The Operational Research Society (ORS), also known as The OR Society, is an international learned society in the field of operational research (OR), with more than 3,100 members (2021). It has its headquarters in Birmingham, England.

History
The OR Society was created in April 1948 as the Operational Research Club, becoming the OR Society in 1953. It is the world's oldest-established learned society catering to the OR profession and one of the largest in the world, with members in 53 countries. A full history of the OR Society can be found on the OR Society website.

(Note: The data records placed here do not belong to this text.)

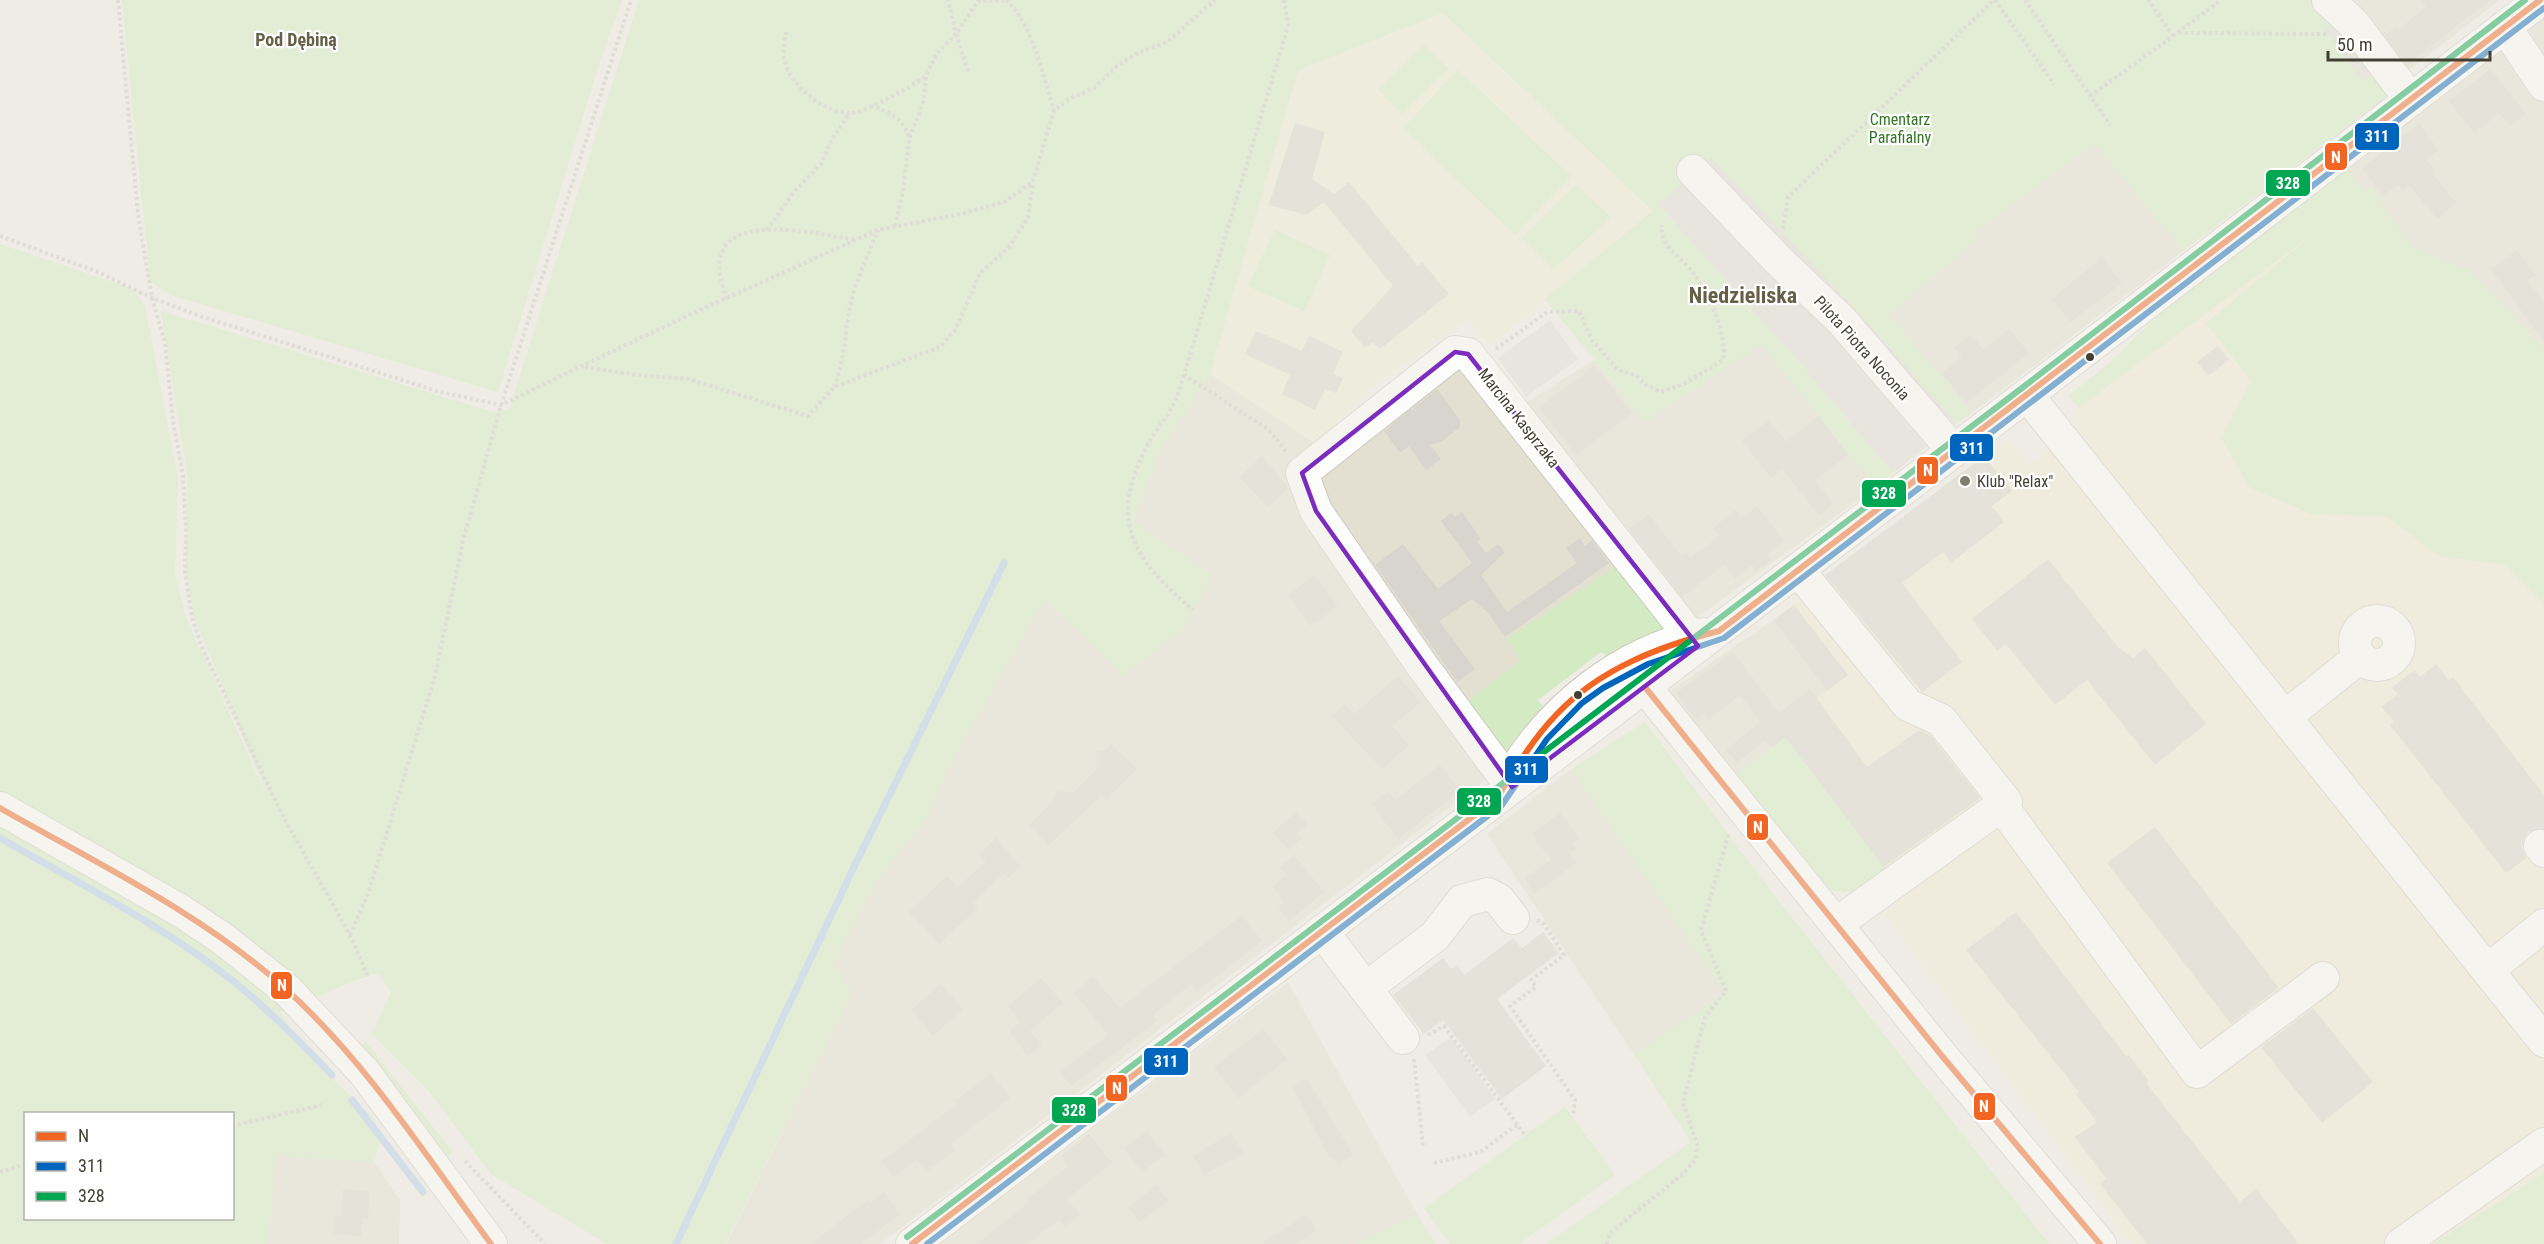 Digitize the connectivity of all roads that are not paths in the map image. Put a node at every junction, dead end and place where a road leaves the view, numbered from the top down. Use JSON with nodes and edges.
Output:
{"nodes":[{"id":1,"x":2328,"y":0,"type":"edge"},
{"id":2,"x":2540,"y":0,"type":"edge"},
{"id":3,"x":2505,"y":27,"type":"junction"},
{"id":4,"x":2544,"y":85,"type":"edge"},
{"id":5,"x":2411,"y":99,"type":"junction"},
{"id":6,"x":1693,"y":171,"type":"dead end"},
{"id":7,"x":2027,"y":395,"type":"junction"},
{"id":8,"x":1954,"y":451,"type":"junction"},
{"id":9,"x":1798,"y":570,"type":"junction"},
{"id":10,"x":1703,"y":638,"type":"junction"},
{"id":11,"x":2360,"y":657,"type":"dead end"},
{"id":12,"x":1645,"y":687,"type":"junction"},
{"id":13,"x":2285,"y":717,"type":"junction"},
{"id":14,"x":1506,"y":789,"type":"junction"},
{"id":15,"x":2001,"y":805,"type":"junction"},
{"id":16,"x":0,"y":808,"type":"edge"},
{"id":17,"x":1524,"y":919,"type":"road end"},
{"id":18,"x":1836,"y":924,"type":"junction"},
{"id":19,"x":2544,"y":925,"type":"edge"},
{"id":20,"x":1322,"y":931,"type":"junction"},
{"id":21,"x":2488,"y":970,"type":"junction"},
{"id":22,"x":2323,"y":978,"type":"dead end"},
{"id":23,"x":1366,"y":988,"type":"junction"},
{"id":24,"x":2544,"y":1041,"type":"edge"},
{"id":25,"x":1408,"y":1045,"type":"road end"},
{"id":26,"x":2544,"y":1144,"type":"edge"},
{"id":27,"x":491,"y":1244,"type":"edge"},
{"id":28,"x":912,"y":1244,"type":"edge"},
{"id":29,"x":2100,"y":1244,"type":"edge"},
{"id":30,"x":2401,"y":1244,"type":"edge"}],
"edges":[{"from":1,"to":5,"type":"street"},
{"from":2,"to":3,"type":"street"},
{"from":3,"to":4,"type":"street"},
{"from":3,"to":5,"type":"street"},
{"from":5,"to":7,"type":"street"},
{"from":6,"to":8,"type":"street","name":"Pilota Piotra Noconia"},
{"from":7,"to":8,"type":"street"},
{"from":7,"to":13,"type":"street"},
{"from":8,"to":9,"type":"street"},
{"from":9,"to":10,"type":"street"},
{"from":9,"to":15,"type":"street"},
{"from":10,"to":12,"type":"street"},
{"from":10,"to":14,"type":"street"},
{"from":10,"to":14,"type":"street","name":"Marcina Kasprzaka"},
{"from":11,"to":13,"type":"street"},
{"from":12,"to":14,"type":"street"},
{"from":12,"to":18,"type":"street"},
{"from":13,"to":21,"type":"street"},
{"from":14,"to":20,"type":"street"},
{"from":15,"to":18,"type":"street"},
{"from":15,"to":22,"type":"street"},
{"from":16,"to":27,"type":"street"},
{"from":17,"to":23,"type":"street"},
{"from":18,"to":29,"type":"street"},
{"from":19,"to":21,"type":"street"},
{"from":20,"to":23,"type":"street"},
{"from":20,"to":28,"type":"street"},
{"from":21,"to":24,"type":"street"},
{"from":23,"to":25,"type":"street"},
{"from":26,"to":30,"type":"street"}]}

Founding members of the OR society included: Charles F. Goodeve, Patrick Blackett, and Charles Tizard.

Governance
The OR Society is registered charity number 313713 and also a company limited by guarantee (Company number 00663819). Its charitable objectives are:
the advancement of knowledge and interest in OR.
the advancement of education in OR.

The management of the society is overseen by a General Council, consisting of up to 36 members. Its affairs are managed by a board, consisting of five officers elected by the membership, including the President, the immediate Past President or the President Elect, two vice presidents, an Honorary Treasurer, and up to six members of the General Council.

The current president is Professor Edmund Burke. Previous presidents have included Sir Owen Wansbrough-Jones, Maurice Kendall, John Giffard, 3rd Earl of Halsbury, George Alfred Barnard, and K. D. Tocher.

Publications
The society publishes the Journal of the Operational Research Society, Knowledge Management Research and Practice, Journal of Simulation, European Journal of Information Systems, O.R. Insight, Health Systems, Journal of Business Analytics and Inside O.R. (a monthly news magazine). The society's publisher is Taylor & Francis.

Training courses
The OR Society organises a number of O.R. and Analytics based courses to allow O.R. professionals (and others) to gain appropriate skills for their careers. These courses cover O.R. methodology such as system dynamics, simulation, soft systems, web analytics, data-mining; other useful tools such as VBA and Excel; and consultancy skills. These are generally short courses, between one and two days.

Conferences
The OR Society organises several conferences each year to promote the use of O.R. and for attendees to exchange ideas. These conferences include:
The "O.R. Conference" held annually, usually lasting for 3 days and covers all aspects of O.R.
The “New To O.R. Conference” (formerly known as The "Young O.R. Conference") held every two years, giving those with 10 or less years experience of working in O.R. an opportunity to meet, present on and discuss different O.R. disciplines. The conference lasts for 3 days and covers all topics in O.R.
Several one- to two-day conferences in more specialist areas including, Simulation workshop(s), Knowledge Management Conferences, Intelligent Management Systems in Operations, and analytics.

Subgroups
The OR society has two sorts of subgroups: Regional Societies and Special Interest Groups.

Regional Societies
The OR Society has a number of regional societies which enable members to promote O.R. and allow them to build contacts with other operational researchers working in their (or related) area(s) and to expand their knowledge in O.R. The current regional societies include East Midlands, London & South East, Midland, North East, North West, Scotland, South Wales, Southern, Western, Yorkshire & Humberside. These regional societies organise meetings, works visits and other events.

Career Days
The OR Society organises an annual Career Day in November for employers to recruit graduates and those who are interested in work in O.R.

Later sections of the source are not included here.